§ **Task instructions**:
Filter the entries that follow, copying every line in which the word "体育公园路" appears.

§ **Stored data**:

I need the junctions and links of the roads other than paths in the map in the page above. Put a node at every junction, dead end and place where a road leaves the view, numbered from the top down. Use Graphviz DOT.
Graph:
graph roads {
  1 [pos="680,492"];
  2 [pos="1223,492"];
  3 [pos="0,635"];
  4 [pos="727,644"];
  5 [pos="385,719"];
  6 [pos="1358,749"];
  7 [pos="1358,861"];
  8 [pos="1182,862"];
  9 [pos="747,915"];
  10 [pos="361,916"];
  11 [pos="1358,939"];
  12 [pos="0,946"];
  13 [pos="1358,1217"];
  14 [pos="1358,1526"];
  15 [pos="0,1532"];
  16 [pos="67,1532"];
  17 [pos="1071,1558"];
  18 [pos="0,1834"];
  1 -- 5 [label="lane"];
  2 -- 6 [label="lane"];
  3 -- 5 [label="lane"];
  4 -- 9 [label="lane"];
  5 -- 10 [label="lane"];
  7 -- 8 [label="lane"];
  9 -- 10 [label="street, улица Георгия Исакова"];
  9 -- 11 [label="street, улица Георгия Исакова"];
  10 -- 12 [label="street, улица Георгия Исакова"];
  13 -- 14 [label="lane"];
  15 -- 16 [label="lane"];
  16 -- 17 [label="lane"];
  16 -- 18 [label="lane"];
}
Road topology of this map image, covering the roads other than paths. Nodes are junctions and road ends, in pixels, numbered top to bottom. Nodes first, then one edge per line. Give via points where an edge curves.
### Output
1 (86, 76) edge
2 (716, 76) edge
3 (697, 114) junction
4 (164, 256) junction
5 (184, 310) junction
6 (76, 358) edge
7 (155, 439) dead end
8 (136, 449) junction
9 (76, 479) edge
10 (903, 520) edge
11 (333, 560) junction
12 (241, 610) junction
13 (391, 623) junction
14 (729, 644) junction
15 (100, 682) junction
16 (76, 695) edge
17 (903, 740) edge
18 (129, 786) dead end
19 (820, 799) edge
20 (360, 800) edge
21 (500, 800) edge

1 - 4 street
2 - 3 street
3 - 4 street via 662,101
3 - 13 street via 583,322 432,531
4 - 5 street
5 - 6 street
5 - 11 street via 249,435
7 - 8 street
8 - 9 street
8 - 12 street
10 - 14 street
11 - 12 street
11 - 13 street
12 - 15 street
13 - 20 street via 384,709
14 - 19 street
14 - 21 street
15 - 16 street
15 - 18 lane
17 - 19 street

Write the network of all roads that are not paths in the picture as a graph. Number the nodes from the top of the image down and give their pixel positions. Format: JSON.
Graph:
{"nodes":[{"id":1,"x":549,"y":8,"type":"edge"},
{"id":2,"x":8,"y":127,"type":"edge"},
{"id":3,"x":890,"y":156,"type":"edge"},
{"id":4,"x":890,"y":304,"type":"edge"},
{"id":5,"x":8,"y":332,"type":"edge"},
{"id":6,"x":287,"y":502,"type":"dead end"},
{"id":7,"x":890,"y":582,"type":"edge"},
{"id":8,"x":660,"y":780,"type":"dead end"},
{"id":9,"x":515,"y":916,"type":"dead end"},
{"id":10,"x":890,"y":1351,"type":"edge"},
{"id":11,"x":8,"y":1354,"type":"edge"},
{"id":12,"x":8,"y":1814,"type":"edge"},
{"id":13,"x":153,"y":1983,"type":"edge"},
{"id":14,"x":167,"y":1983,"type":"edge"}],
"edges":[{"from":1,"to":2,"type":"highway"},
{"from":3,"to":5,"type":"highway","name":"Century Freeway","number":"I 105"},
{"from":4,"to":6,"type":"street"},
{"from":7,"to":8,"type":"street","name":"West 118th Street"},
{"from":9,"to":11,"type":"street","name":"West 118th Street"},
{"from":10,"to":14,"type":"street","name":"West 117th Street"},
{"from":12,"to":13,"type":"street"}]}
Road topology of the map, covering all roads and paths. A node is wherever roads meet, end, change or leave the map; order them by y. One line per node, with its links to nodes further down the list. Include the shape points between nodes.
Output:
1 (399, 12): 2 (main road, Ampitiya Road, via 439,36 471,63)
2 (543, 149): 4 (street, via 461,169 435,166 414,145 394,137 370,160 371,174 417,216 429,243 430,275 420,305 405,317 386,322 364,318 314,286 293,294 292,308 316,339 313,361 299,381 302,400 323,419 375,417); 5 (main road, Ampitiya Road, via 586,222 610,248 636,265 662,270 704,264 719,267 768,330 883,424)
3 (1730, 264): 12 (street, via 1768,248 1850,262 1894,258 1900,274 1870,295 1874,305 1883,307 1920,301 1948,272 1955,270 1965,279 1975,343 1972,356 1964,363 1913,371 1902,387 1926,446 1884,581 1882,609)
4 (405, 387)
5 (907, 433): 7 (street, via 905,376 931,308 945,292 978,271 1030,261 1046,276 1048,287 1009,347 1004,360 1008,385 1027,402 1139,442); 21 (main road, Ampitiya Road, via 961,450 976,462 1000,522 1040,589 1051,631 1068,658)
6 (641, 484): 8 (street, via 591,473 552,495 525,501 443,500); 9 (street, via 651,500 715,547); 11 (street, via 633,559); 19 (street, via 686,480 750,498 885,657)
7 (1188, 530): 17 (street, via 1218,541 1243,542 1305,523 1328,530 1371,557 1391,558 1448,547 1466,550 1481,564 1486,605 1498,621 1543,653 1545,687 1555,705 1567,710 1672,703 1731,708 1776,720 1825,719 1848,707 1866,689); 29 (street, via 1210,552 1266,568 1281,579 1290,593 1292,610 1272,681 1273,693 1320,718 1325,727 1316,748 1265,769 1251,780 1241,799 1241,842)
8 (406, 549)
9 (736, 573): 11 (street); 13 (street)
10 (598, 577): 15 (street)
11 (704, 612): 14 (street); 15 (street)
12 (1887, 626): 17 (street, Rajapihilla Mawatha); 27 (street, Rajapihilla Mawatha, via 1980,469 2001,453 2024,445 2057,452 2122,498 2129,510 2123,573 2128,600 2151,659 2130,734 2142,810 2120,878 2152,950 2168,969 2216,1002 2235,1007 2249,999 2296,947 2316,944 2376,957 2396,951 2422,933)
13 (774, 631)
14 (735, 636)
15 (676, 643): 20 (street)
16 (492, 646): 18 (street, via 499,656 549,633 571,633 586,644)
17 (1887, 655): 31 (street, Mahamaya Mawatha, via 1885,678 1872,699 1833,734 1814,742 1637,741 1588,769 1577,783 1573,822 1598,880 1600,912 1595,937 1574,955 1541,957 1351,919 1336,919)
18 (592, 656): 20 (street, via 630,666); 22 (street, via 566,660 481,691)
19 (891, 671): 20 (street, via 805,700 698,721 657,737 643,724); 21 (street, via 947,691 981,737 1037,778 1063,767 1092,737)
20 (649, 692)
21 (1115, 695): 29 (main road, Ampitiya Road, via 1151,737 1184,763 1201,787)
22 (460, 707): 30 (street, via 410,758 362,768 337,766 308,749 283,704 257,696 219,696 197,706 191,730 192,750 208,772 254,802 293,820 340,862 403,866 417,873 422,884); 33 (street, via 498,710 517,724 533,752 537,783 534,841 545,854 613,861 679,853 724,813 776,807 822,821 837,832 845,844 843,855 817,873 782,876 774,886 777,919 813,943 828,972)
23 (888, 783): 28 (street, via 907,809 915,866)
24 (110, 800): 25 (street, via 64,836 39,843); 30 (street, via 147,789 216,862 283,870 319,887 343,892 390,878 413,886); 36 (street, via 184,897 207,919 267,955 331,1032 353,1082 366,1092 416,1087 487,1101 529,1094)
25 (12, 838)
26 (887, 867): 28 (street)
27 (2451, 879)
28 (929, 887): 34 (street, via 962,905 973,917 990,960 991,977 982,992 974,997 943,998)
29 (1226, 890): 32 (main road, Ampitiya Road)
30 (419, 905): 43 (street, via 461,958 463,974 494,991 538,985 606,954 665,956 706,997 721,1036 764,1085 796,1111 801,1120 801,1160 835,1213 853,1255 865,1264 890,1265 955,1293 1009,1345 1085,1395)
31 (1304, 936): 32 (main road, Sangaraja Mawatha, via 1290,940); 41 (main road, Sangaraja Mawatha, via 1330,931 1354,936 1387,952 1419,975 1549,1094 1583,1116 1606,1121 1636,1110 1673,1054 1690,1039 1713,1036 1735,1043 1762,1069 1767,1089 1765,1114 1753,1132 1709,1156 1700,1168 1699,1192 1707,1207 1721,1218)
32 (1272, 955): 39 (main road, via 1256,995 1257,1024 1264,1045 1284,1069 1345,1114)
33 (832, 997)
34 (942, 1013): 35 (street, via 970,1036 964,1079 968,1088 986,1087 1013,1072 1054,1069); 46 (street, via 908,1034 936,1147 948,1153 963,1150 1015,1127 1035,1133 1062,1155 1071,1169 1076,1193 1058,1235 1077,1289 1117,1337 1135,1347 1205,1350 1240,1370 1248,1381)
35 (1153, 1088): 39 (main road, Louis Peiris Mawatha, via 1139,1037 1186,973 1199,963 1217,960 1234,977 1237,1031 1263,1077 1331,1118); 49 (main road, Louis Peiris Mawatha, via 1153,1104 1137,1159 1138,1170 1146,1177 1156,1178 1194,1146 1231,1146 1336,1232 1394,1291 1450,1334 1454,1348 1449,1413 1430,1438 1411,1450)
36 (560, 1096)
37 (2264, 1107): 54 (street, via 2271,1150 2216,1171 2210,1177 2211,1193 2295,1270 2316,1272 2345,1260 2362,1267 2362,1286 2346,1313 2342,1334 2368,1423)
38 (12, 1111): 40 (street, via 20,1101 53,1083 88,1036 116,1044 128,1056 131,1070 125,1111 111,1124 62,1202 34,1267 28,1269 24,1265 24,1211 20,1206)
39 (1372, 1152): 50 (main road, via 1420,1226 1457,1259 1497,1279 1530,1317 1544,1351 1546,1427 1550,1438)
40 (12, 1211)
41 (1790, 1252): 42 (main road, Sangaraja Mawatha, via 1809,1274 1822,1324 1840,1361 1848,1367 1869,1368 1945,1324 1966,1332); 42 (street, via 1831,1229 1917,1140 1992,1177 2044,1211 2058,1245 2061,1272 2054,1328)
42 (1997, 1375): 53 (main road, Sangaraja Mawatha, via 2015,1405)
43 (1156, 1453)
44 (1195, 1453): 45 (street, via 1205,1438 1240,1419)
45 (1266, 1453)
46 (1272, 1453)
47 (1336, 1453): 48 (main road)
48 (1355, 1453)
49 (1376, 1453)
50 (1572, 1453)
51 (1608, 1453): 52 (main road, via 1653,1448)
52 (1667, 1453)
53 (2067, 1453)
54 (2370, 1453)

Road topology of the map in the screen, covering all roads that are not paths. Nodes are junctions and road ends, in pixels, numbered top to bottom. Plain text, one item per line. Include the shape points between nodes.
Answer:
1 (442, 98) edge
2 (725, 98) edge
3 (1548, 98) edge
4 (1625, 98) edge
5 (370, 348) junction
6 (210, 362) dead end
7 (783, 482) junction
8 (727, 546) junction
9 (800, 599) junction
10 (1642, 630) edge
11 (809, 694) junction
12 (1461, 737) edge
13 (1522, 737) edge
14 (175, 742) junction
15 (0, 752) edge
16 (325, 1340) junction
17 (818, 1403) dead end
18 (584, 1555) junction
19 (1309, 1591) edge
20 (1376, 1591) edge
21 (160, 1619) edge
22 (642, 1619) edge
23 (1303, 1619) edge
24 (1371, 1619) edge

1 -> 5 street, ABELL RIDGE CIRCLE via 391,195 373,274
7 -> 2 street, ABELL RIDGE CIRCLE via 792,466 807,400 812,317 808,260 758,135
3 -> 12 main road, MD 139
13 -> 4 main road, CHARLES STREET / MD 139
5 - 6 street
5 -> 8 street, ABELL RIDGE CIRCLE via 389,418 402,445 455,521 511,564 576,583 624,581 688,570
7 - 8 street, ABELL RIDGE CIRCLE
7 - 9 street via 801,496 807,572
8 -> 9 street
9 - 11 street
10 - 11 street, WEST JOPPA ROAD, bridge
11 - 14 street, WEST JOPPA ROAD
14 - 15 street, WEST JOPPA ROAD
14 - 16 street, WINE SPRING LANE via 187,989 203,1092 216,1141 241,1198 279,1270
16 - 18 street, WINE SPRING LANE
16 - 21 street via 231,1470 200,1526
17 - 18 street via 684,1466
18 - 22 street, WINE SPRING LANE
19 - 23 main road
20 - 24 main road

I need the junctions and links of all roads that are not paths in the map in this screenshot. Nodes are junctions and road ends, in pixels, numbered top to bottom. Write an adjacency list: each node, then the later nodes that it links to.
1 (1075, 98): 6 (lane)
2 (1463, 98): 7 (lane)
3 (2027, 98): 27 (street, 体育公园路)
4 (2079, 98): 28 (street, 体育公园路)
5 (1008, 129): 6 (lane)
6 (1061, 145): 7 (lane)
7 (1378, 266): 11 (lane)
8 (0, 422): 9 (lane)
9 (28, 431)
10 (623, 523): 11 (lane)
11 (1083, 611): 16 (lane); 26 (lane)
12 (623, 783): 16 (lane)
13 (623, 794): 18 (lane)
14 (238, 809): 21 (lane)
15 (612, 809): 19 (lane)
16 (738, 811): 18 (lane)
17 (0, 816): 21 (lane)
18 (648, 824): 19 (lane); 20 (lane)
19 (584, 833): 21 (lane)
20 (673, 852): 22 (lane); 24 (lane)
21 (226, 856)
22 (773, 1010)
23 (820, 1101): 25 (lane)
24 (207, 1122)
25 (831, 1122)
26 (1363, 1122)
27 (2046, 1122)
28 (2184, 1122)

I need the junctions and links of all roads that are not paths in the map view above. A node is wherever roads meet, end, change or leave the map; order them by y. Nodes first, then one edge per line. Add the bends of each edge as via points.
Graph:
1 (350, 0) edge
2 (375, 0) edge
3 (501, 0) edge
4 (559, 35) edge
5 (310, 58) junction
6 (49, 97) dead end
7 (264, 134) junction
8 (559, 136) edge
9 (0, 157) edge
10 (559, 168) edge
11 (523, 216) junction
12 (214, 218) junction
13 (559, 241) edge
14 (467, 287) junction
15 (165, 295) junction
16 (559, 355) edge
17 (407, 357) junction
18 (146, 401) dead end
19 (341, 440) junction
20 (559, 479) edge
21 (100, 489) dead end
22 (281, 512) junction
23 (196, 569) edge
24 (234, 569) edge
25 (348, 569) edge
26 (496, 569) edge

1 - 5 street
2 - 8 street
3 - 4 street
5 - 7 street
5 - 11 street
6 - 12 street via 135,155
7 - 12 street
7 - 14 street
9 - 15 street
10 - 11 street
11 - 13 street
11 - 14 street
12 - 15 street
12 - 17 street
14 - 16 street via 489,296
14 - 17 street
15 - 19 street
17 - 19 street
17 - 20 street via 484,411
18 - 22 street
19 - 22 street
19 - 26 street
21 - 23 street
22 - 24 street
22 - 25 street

§ **Task response**:
3 (2027, 98): 27 (street, 体育公园路)
4 (2079, 98): 28 (street, 体育公园路)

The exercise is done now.